→ **EXERCISE OBJECTIVE**
Report back every line from the entries below in which the word "Абая" occurs.

═══ GIVEN RECORDS

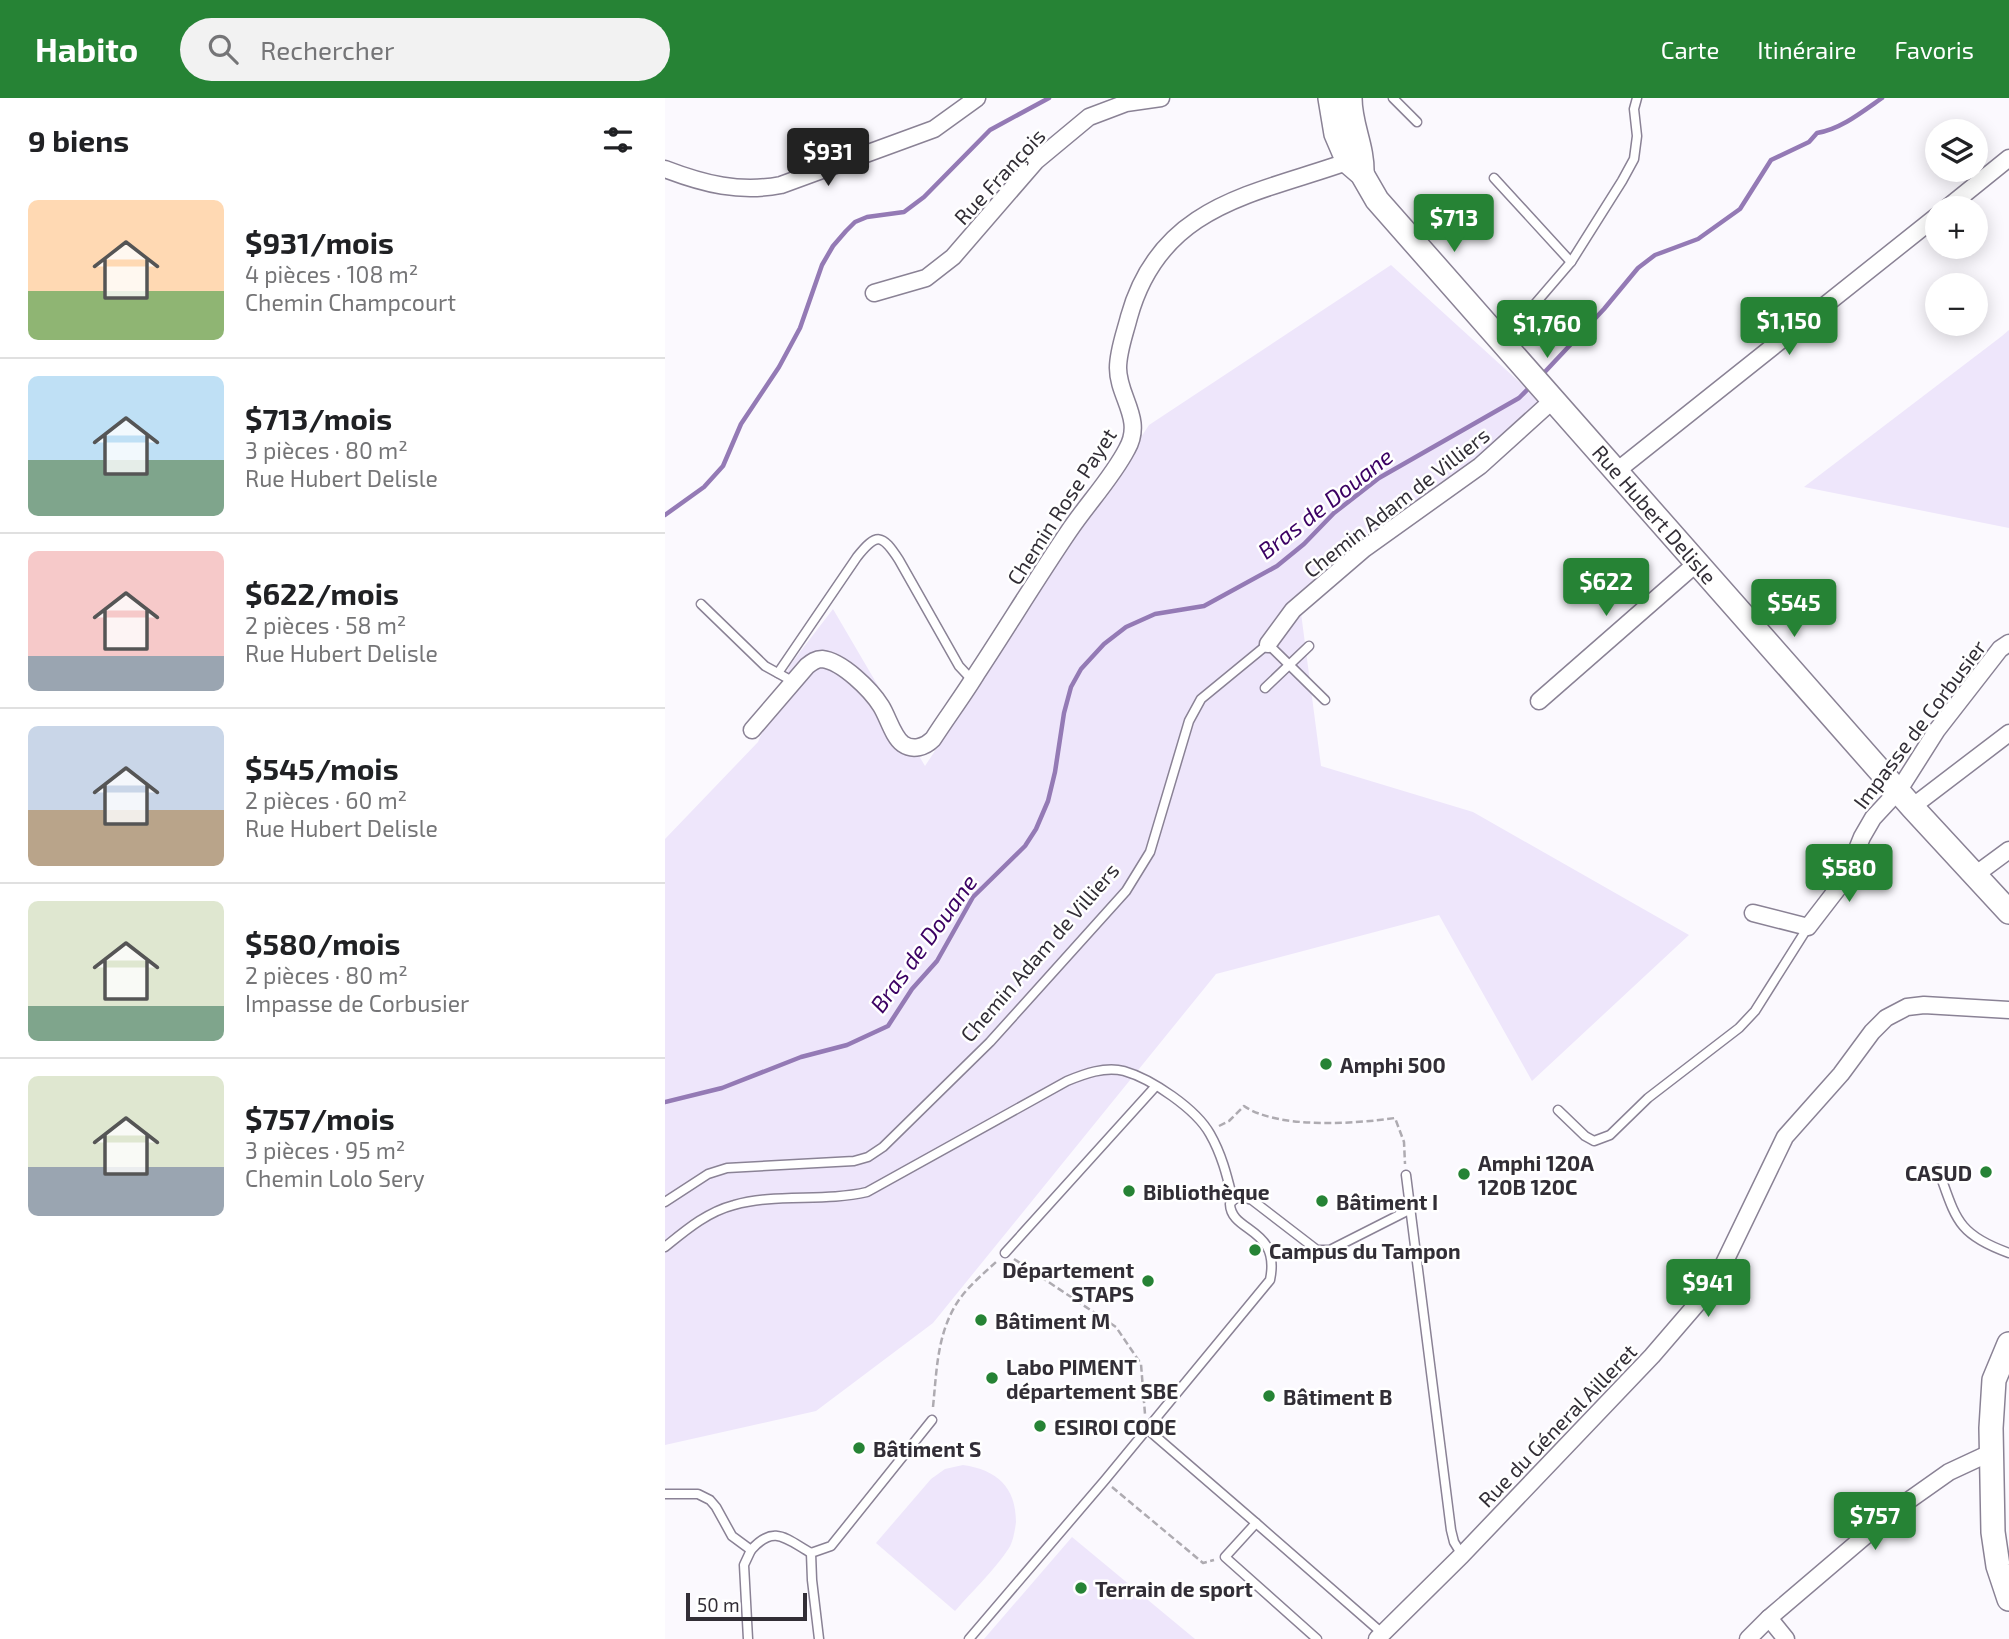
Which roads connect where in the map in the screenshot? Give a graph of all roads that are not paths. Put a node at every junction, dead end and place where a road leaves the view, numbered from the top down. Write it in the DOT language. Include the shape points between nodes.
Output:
graph roads {
  1 [pos="977,98"];
  2 [pos="1161,98"];
  3 [pos="1330,98"];
  4 [pos="1350,98"];
  5 [pos="1393,98"];
  6 [pos="1637,98"];
  7 [pos="1417,122"];
  8 [pos="2009,159"];
  9 [pos="1358,164"];
  10 [pos="665,169"];
  11 [pos="1494,178"];
  12 [pos="1962,196"];
  13 [pos="1925,226"];
  14 [pos="1571,261"];
  15 [pos="874,293"];
  16 [pos="1508,349"];
  17 [pos="1550,396"];
  18 [pos="1618,470"];
  19 [pos="1698,562"];
  20 [pos="701,604"];
  21 [pos="2009,643"];
  22 [pos="1268,644"];
  23 [pos="1309,646"];
  24 [pos="1290,665"];
  25 [pos="778,674"];
  26 [pos="973,681"];
  27 [pos="794,682"];
  28 [pos="1265,688"];
  29 [pos="1325,700"];
  30 [pos="1539,701"];
  31 [pos="752,730"];
  32 [pos="2009,733"];
  33 [pos="1905,798"];
  34 [pos="2009,850"];
  35 [pos="1975,876"];
  36 [pos="2009,912"];
  37 [pos="1753,913"];
  38 [pos="1808,927"];
  39 [pos="2009,1010"];
  40 [pos="1156,1087"];
  41 [pos="1558,1111"];
  42 [pos="1938,1169"];
  43 [pos="1406,1175"];
  44 [pos="1233,1200"];
  45 [pos="665,1202"];
  46 [pos="1411,1209"];
  47 [pos="665,1247"];
  48 [pos="1005,1253"];
  49 [pos="2009,1253"];
  50 [pos="2009,1344"];
  51 [pos="932,1420"];
  52 [pos="1146,1428"];
  53 [pos="1992,1452"];
  54 [pos="665,1494"];
  55 [pos="1256,1523"];
  56 [pos="751,1550"];
  57 [pos="811,1553"];
  58 [pos="1462,1555"];
  59 [pos="2009,1600"];
  60 [pos="1769,1618"];
  61 [pos="1379,1636"];
  62 [pos="748,1639"];
  63 [pos="819,1639"];
  64 [pos="969,1639"];
  65 [pos="1318,1639"];
  66 [pos="1748,1639"];
  67 [pos="1786,1639"];
  1 -- 10 [label="street" via="934,129 781,185 734,189"];
  2 -- 15 [label="street, Rue François" via="1126,103 1089,117 1036,161 953,257 926,278"];
  3 -- 9 [label="main road, Rue Hubert Delisle" via="1336,134"];
  4 -- 9 [label="main road, Rue Hubert Delisle"];
  5 -- 7 [label="lane"];
  6 -- 14 [label="lane" via="1634,159"];
  8 -- 12 [label="street"];
  9 -- 16 [label="main road, Rue Hubert Delisle" via="1377,200"];
  9 -- 26 [label="street, Chemin Rose Payet" via="1259,189 1217,207 1172,240 1155,260 1133,301 1118,367 1133,416 1128,449 1069,530"];
  11 -- 14 [label="lane"];
  13 -- 18 [label="street"];
  14 -- 16 [label="lane"];
  16 -- 17 [label="main road, Rue Hubert Delisle"];
  17 -- 18 [label="main road, Rue Hubert Delisle"];
  17 -- 22 [label="street, Chemin Adam de Villiers" via="1480,466 1364,549 1293,610"];
  18 -- 19 [label="main road, Rue Hubert Delisle"];
  19 -- 30 [label="street"];
  19 -- 33 [label="main road, Rue Hubert Delisle"];
  20 -- 25 [label="lane"];
  21 -- 33 [label="street, Impasse de Corbusier" via="1937,730"];
  22 -- 24 [label="lane"];
  22 -- 45 [label="lane, Chemin Adam de Villiers" via="1201,699 1189,721 1150,852 1126,891 990,1042 883,1147 854,1161 727,1168 708,1174"];
  23 -- 24 [label="lane"];
  24 -- 28 [label="lane"];
  24 -- 29 [label="lane"];
  25 -- 26 [label="lane" via="862,550 874,538 881,538 899,560 959,666"];
  25 -- 27 [label="lane"];
  26 -- 27 [label="street, Chemin Rose Payet" via="933,740 912,747 899,740 879,702 835,663 815,660"];
  27 -- 31 [label="street, Chemin Rose Payet"];
  32 -- 33 [label="street"];
  33 -- 35 [label="main road, Rue Hubert Delisle"];
  33 -- 38 [label="street, Impasse de Corbusier" via="1873,818 1845,879"];
  34 -- 35 [label="street"];
  35 -- 36 [label="main road, Rue Hubert Delisle"];
  37 -- 38 [label="street"];
  38 -- 41 [label="lane" via="1755,1011 1739,1028 1648,1098 1610,1135 1599,1140 1585,1136"];
  39 -- 58 [label="street, Rue du Géneral Ailleret" via="1924,1004 1886,1018 1785,1137 1714,1284 1652,1356"];
  40 -- 44 [label="lane" via="1186,1105 1208,1131 1224,1162"];
  40 -- 47 [label="lane" via="1123,1071 1085,1073 867,1192 733,1205 705,1217"];
  40 -- 48 [label="lane"];
  42 -- 49 [label="lane" via="1966,1231"];
  43 -- 46 [label="lane"];
  44 -- 46 [label="lane" via="1252,1200 1317,1250 1330,1250"];
  44 -- 52 [label="lane" via="1232,1213 1272,1255 1270,1280"];
  46 -- 58 [label="lane" via="1451,1530"];
  50 -- 53 [label="main road" via="1994,1380"];
  51 -- 57 [label="lane" via="831,1546"];
  52 -- 55 [label="lane"];
  52 -- 64 [label="lane"];
  53 -- 59 [label="main road" via="1995,1549"];
  53 -- 60 [label="street" via="1949,1472 1898,1508"];
  54 -- 56 [label="lane" via="698,1494 710,1500 732,1536"];
  55 -- 61 [label="lane"];
  55 -- 65 [label="lane" via="1225,1557"];
  56 -- 57 [label="lane" via="771,1534"];
  56 -- 62 [label="lane" via="744,1565"];
  57 -- 63 [label="lane"];
  58 -- 61 [label="street, Rue du Géneral Ailleret"];
  60 -- 66 [label="street"];
  60 -- 67 [label="street"];
}
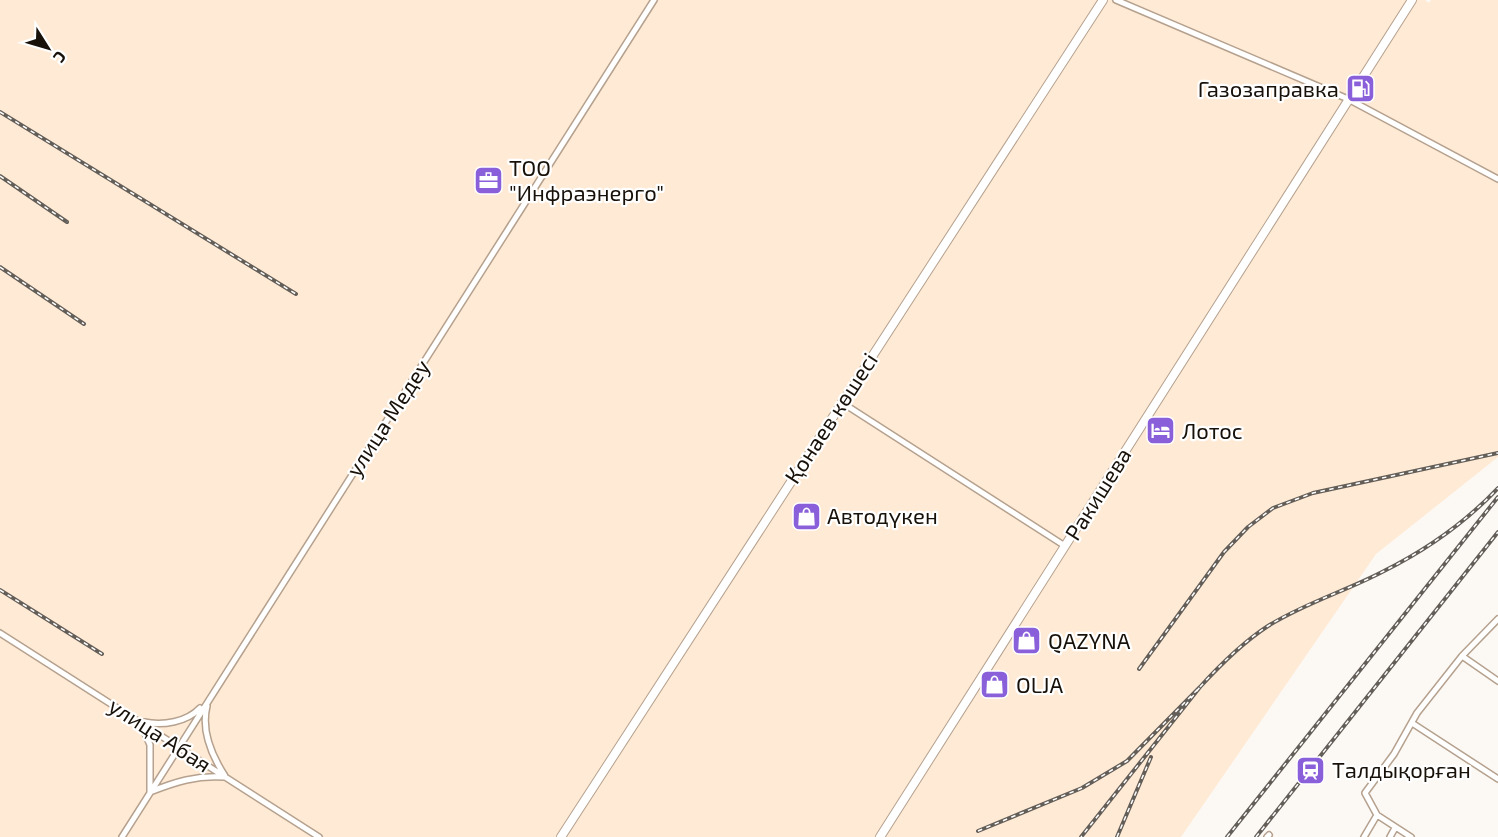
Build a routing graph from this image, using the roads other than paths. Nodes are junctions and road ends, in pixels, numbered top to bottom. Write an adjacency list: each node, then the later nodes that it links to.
1 (654, 0): 13 (street, улица Медеу)
2 (1103, 0): 7 (street, Қонаев көшесі)
3 (1116, 0): 5 (street)
4 (1412, 0): 5 (street, Ракишева)
5 (1348, 99): 6 (street); 8 (street, Ракишева)
6 (1498, 178)
7 (841, 402): 8 (street); 24 (street, Қонаев көшесі)
8 (1065, 546): 25 (street, Ракишева)
9 (1498, 619): 11 (street)
10 (0, 633): 14 (street, улица Абая)
11 (1462, 656): 12 (street); 15 (street)
12 (1498, 681)
13 (208, 700): 14 (street); 16 (street, улица Медеу); 17 (street)
14 (140, 721): 16 (street, улица Абая); 19 (street)
15 (1412, 723): 18 (street); 20 (street)
16 (178, 747): 17 (street, улица Абая); 19 (street, улица Медеу)
17 (226, 778): 19 (street); 23 (street, улица Абая)
18 (1498, 779)
19 (150, 792): 22 (street, улица Медеу)
20 (1377, 815): 21 (street); 26 (street)
21 (1395, 828): 27 (street); 28 (street)
22 (122, 837)
23 (319, 837)
24 (561, 837)
25 (880, 837)
26 (1364, 837)
27 (1390, 837)
28 (1411, 837)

══════

→ **THE ANSWER**
10 (0, 633): 14 (street, улица Абая)
14 (140, 721): 16 (street, улица Абая); 19 (street)
16 (178, 747): 17 (street, улица Абая); 19 (street, улица Медеу)
17 (226, 778): 19 (street); 23 (street, улица Абая)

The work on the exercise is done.